§ **Exercise**
Respond with the count alone after checking every line in the material below for "Potiguar".

§ **Exercise data**
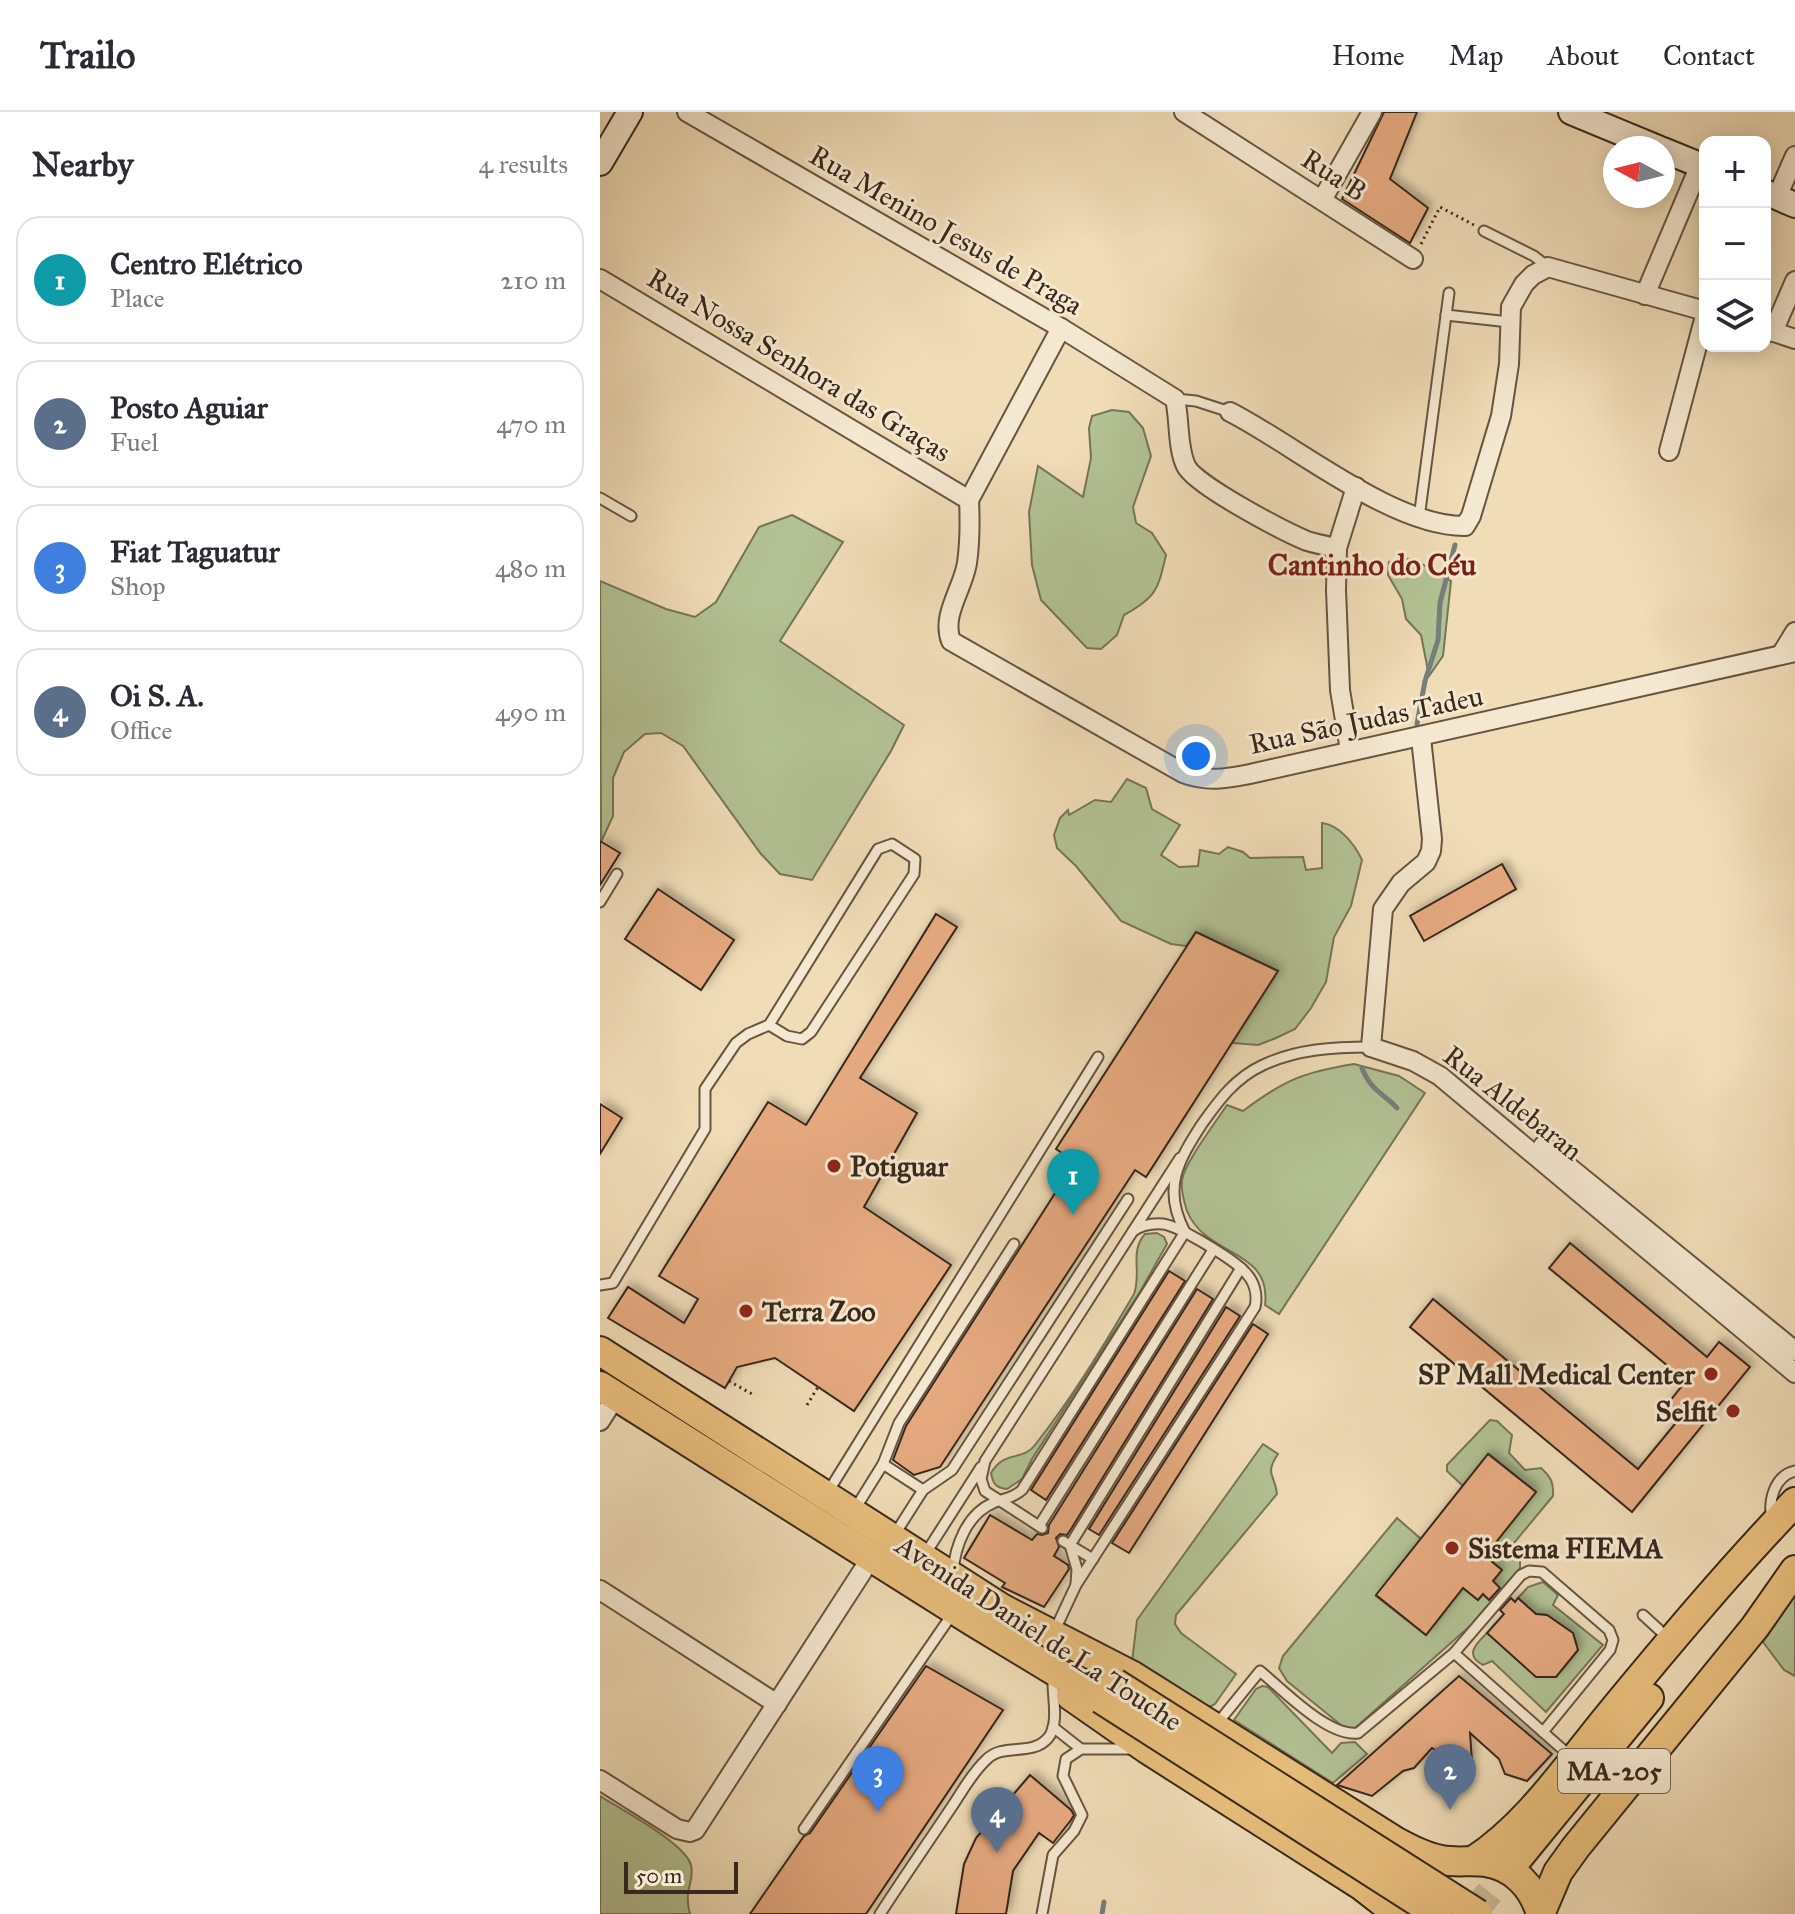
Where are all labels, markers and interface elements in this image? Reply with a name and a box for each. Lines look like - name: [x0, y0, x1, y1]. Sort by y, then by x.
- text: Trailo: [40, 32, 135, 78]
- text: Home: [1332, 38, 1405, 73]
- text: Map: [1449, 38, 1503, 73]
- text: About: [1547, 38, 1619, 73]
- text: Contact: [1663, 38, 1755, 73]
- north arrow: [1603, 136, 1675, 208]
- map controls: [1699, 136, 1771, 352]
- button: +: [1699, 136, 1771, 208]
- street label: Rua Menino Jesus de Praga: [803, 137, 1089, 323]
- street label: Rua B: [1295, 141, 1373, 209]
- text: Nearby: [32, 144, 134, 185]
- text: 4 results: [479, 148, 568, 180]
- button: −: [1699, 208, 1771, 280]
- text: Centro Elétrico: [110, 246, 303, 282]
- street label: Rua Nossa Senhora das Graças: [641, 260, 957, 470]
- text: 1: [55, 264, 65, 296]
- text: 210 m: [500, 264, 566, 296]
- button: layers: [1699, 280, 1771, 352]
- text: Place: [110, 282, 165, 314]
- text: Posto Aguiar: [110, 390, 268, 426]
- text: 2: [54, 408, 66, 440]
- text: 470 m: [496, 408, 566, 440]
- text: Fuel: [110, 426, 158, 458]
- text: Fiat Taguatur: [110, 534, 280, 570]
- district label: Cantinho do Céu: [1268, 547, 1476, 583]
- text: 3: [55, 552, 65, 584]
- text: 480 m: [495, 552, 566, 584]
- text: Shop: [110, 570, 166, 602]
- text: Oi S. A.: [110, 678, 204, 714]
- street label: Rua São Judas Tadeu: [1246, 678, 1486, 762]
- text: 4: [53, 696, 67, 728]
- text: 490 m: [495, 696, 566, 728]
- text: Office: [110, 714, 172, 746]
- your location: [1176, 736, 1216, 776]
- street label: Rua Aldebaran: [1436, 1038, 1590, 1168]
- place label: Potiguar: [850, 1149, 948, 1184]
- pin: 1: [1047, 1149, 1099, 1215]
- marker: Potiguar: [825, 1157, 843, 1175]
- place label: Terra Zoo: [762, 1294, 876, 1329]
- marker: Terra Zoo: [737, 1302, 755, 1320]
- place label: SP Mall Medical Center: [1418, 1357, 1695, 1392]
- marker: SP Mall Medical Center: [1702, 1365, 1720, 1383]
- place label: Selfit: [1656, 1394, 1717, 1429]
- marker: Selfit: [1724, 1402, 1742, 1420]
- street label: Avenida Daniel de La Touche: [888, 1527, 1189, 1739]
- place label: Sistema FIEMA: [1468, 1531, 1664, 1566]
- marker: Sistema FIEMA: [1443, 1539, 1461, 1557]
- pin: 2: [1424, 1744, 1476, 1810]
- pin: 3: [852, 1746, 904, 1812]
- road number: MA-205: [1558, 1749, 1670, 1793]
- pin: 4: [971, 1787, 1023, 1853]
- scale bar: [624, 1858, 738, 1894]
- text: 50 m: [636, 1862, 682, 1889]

* * *

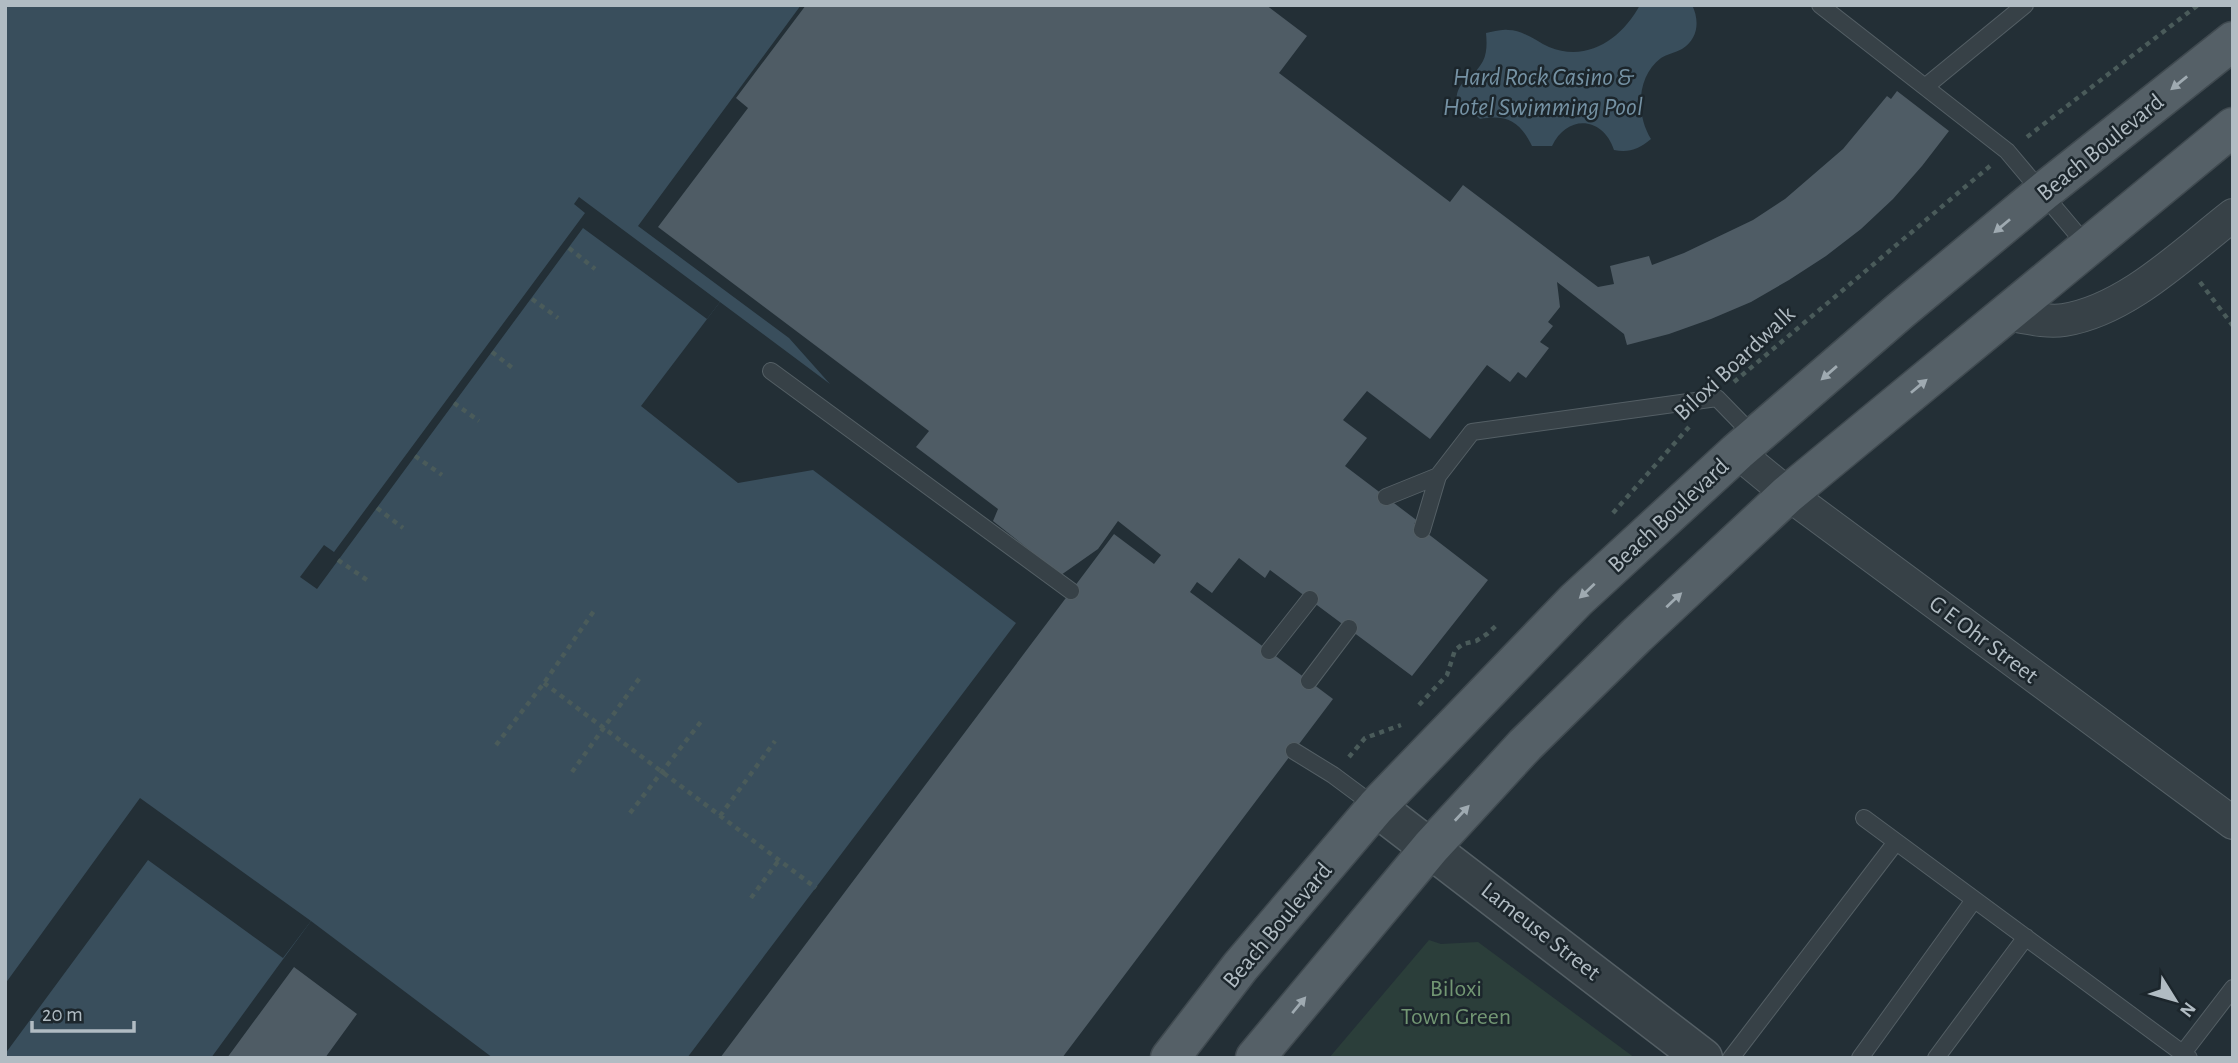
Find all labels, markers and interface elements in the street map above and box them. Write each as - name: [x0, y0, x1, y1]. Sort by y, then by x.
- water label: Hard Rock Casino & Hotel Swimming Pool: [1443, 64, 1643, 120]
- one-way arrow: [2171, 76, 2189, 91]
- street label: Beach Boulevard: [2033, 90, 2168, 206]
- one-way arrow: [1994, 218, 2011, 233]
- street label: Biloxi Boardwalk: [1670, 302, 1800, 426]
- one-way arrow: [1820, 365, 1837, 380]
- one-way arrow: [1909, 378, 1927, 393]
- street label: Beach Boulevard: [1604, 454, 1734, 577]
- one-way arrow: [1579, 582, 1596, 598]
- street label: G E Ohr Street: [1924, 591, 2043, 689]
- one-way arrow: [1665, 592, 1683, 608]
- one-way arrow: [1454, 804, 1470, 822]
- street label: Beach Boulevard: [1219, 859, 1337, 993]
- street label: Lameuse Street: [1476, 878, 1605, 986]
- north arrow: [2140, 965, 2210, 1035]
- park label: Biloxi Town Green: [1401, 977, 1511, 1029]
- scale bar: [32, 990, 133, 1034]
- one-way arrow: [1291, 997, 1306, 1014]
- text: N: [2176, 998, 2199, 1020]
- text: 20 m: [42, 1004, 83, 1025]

§ **Exercise answer**
2